The Nexybit Tick Size — Does size matter?

Nexybit
Nexybit
Published in
3 min readApr 22, 2018

At Nexybit we decided to set the tick price for Bitcoin at $1.

Ticks are the smallest unit for the price of a contract. For instance, if a tick size is $0.1, that would mean the price of a product could only change from $10 to $10.1. Although this may not seem like such a big deal, even these small rules can have a large effect on how prices change in the long run.

Okex ticks are $0.01. At the current price of $8,250 per bitcoin, that means you can trade at almost 1/1,000,000ths of the price! Since the tick prices are so small, despite the huge amount of trading occuring on the exchanges, there are usually gaps between orders on the Bid/Ask orderbook. Bitmex ticks for their Bitcoin contracts are a significantly larger $0.5 and their orderbooks are usually quite full.

The goal of any exchange is to promote price discovery and efficient capital formation. So we asked ourselves how should we decide on our tick size based on these two points? More freedom to choose precise prices on trades have both pros and cons.

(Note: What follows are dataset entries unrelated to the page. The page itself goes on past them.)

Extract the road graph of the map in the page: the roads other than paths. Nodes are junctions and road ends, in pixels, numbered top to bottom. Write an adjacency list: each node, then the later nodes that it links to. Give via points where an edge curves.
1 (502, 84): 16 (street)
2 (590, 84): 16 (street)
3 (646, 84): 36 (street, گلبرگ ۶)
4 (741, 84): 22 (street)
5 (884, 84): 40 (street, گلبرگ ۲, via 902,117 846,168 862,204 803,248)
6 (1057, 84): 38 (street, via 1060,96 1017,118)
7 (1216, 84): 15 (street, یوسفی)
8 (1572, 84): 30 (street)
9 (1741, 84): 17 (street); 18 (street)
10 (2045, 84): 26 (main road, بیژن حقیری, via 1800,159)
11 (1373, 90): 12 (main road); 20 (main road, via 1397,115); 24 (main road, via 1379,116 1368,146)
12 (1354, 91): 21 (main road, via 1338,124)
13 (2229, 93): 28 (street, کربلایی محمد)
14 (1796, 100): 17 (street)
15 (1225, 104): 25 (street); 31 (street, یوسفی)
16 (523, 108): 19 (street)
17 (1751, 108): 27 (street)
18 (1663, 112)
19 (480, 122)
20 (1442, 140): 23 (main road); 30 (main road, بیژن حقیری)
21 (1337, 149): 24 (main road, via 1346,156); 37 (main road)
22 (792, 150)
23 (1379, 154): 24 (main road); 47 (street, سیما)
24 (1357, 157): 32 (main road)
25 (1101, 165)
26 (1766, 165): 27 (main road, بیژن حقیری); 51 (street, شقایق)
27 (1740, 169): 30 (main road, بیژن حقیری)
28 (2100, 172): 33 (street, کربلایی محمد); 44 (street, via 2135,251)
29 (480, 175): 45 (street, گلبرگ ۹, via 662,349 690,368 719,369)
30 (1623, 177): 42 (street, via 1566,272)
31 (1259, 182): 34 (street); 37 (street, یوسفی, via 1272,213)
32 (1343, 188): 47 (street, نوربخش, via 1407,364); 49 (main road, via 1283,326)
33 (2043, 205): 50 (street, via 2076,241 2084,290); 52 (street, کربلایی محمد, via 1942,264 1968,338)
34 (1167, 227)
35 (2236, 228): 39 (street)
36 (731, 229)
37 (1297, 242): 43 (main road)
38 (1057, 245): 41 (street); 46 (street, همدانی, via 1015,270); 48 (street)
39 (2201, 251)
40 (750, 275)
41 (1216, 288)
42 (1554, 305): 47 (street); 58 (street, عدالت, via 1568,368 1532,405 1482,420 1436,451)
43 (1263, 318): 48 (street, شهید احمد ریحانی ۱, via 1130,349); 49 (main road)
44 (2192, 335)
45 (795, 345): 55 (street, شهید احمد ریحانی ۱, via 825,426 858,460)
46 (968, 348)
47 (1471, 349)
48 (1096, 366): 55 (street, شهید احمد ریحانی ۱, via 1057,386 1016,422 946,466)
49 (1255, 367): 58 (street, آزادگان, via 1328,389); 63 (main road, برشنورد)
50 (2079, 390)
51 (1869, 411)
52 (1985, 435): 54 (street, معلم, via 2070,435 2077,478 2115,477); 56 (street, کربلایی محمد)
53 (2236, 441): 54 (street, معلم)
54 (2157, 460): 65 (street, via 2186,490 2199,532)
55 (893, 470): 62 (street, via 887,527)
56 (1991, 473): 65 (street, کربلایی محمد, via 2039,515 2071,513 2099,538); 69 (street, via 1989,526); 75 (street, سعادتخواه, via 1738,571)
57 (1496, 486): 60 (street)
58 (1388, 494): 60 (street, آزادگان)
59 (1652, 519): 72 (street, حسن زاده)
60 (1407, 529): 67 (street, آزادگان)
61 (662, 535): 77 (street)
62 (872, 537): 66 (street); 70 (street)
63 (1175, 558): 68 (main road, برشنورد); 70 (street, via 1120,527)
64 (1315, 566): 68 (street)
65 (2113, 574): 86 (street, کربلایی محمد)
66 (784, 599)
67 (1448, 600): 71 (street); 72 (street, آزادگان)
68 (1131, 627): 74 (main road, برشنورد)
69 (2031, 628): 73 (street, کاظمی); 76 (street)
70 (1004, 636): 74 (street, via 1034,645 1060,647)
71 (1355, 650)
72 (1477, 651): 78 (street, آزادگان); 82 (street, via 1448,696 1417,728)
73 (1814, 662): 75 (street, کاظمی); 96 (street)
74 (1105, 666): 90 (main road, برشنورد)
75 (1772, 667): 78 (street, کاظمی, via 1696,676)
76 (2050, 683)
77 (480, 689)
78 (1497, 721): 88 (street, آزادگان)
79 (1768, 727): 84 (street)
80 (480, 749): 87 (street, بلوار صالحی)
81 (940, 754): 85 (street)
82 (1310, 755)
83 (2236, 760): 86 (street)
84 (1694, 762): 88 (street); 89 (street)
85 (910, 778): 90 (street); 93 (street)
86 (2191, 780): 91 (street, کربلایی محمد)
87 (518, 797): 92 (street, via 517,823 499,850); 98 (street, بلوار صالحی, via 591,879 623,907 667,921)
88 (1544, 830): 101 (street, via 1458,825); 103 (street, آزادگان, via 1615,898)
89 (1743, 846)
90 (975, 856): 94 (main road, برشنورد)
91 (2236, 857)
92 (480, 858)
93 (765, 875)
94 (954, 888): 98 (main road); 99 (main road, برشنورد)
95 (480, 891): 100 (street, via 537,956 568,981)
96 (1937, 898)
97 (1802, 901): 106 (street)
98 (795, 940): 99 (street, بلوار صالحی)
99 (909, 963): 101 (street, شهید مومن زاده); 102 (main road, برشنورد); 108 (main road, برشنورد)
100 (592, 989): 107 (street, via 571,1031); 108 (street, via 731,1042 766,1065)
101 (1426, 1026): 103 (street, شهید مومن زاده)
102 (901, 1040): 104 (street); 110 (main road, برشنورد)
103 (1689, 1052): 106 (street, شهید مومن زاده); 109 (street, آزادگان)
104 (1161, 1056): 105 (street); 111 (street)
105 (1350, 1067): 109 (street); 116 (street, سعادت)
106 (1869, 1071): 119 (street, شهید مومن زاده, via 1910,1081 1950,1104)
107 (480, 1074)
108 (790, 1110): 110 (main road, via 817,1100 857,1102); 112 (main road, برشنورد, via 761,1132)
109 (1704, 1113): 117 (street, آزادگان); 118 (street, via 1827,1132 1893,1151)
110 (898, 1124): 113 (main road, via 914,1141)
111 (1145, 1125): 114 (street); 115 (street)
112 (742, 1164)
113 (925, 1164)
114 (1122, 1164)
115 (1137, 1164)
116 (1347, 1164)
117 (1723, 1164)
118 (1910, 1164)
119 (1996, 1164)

A finer tick size theoretically increases the number of price levels available to liquidity providers and it can distribute liquidity onto a finer price grid. This may reduce market depth at the best quotes without reducing total liquidity. Much of the research that took place over the past 20 years looking at the US, Canadian, Hong Kong as well as Tokyo exchanges reported similar findings. However using more sophisticated limit order book data research from Goldstein and Kavajecz(2000) showed the opposite. They showed that the cumulative depth of the order books fell after tick size reductions. Other academic research showed that tick reduction can increases spreads as well.

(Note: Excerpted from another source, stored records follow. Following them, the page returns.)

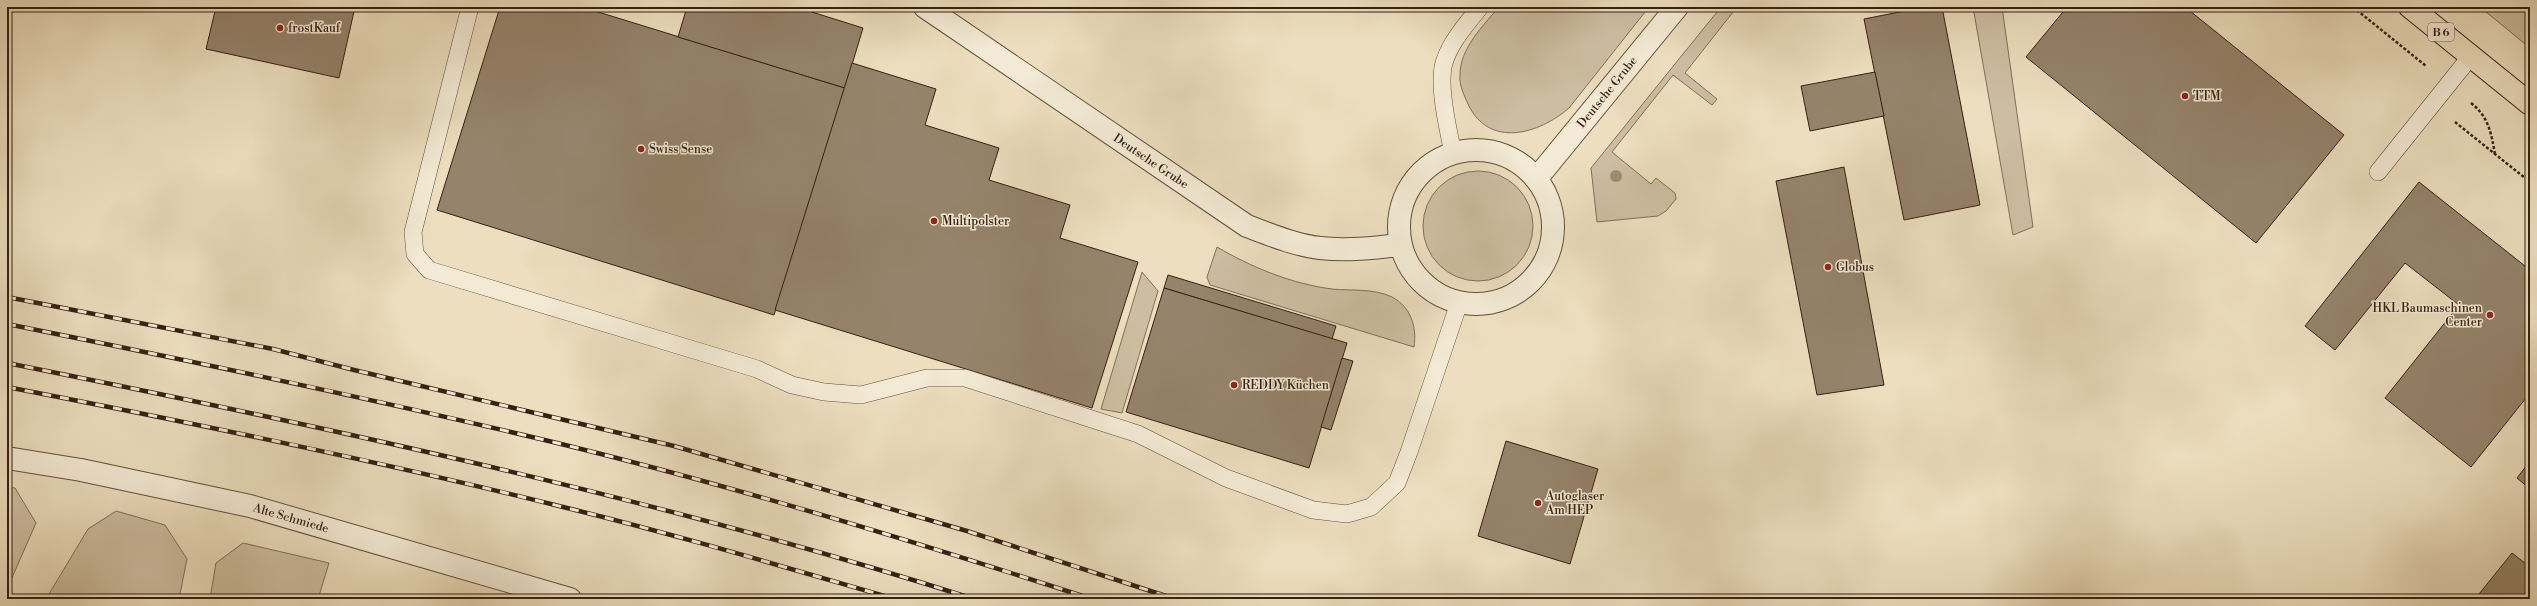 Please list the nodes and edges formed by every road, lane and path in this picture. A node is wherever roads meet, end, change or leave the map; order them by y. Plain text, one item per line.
1 (470, 7) edge
2 (926, 7) edge
3 (1480, 7) edge
4 (1677, 7) edge
5 (2410, 7) edge
6 (2471, 56) junction
7 (2432, 104) junction
8 (2530, 104) edge
9 (1453, 153) junction
10 (2378, 172) dead end
11 (1537, 178) junction
12 (2530, 182) edge
13 (1400, 245) junction
14 (1459, 303) junction
15 (7, 458) edge
16 (570, 599) edge

1 - 14 lane
2 - 13 street, Deutsche Grube
3 - 9 lane
4 - 11 street, Deutsche Grube
5 - 6 main road, B 6
6 - 7 lane
6 - 8 main road, B 6
7 - 10 lane
7 - 12 path
9 - 11 street
9 - 13 street
11 - 14 street
13 - 14 street
15 - 16 street, Alte Schmiede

We decided to follow the later; to increase tick sizes relative to the other exchanges in the market.

Larger tick sizes reduce the complexity of trading as it limits the number of possible price levels. It makes is easier for users to understand market dynamics.

Secondly, larger tick sizes reduce the bandwidth needs of the trading platform. A change in the market price can lead to a price update in many connected products which can be wasteful in terms of bandwidth. This may not seem like an important concept, but every popular exchange has faced downtime and lag when user traffic spikes. Due to the fact that Bitcoin exchanges are natively-digital, users from all around the world can easily access and hence bombard an exchange during times of extreme volatility.

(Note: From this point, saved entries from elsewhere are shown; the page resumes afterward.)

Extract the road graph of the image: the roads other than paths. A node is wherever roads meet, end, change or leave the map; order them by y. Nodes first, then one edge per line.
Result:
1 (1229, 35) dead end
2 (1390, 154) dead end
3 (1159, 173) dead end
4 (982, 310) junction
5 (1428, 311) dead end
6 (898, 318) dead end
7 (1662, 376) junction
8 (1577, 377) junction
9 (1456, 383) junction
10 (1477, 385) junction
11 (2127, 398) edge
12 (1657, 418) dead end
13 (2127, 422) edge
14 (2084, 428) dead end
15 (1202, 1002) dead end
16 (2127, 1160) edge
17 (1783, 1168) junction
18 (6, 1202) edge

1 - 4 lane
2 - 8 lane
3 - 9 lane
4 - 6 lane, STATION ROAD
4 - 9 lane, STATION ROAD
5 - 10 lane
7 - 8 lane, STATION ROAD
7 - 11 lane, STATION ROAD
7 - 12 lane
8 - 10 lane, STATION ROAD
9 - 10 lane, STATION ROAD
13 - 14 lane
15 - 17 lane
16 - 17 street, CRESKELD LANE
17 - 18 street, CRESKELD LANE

Additionally, Okex and Bitmex have been around for a while and so the contract specifications may have been set in accordance to when Bitcoin prices were much lower. Newer specifications for Bitcoin contracts from CME and CBOE towards the end of 2017 are $5 and $10 respectively.

We believe that prices will stay above the $1,000 mark for the foreseeable future and hence decided on $1 tick sizes that are roughly 1/1,000ths to 1/10,000ths of the price of Bitcoin. This makes the tick size fine enough for accurate hedging/speculation, easy to approach and understand, and provide less strain on our systems.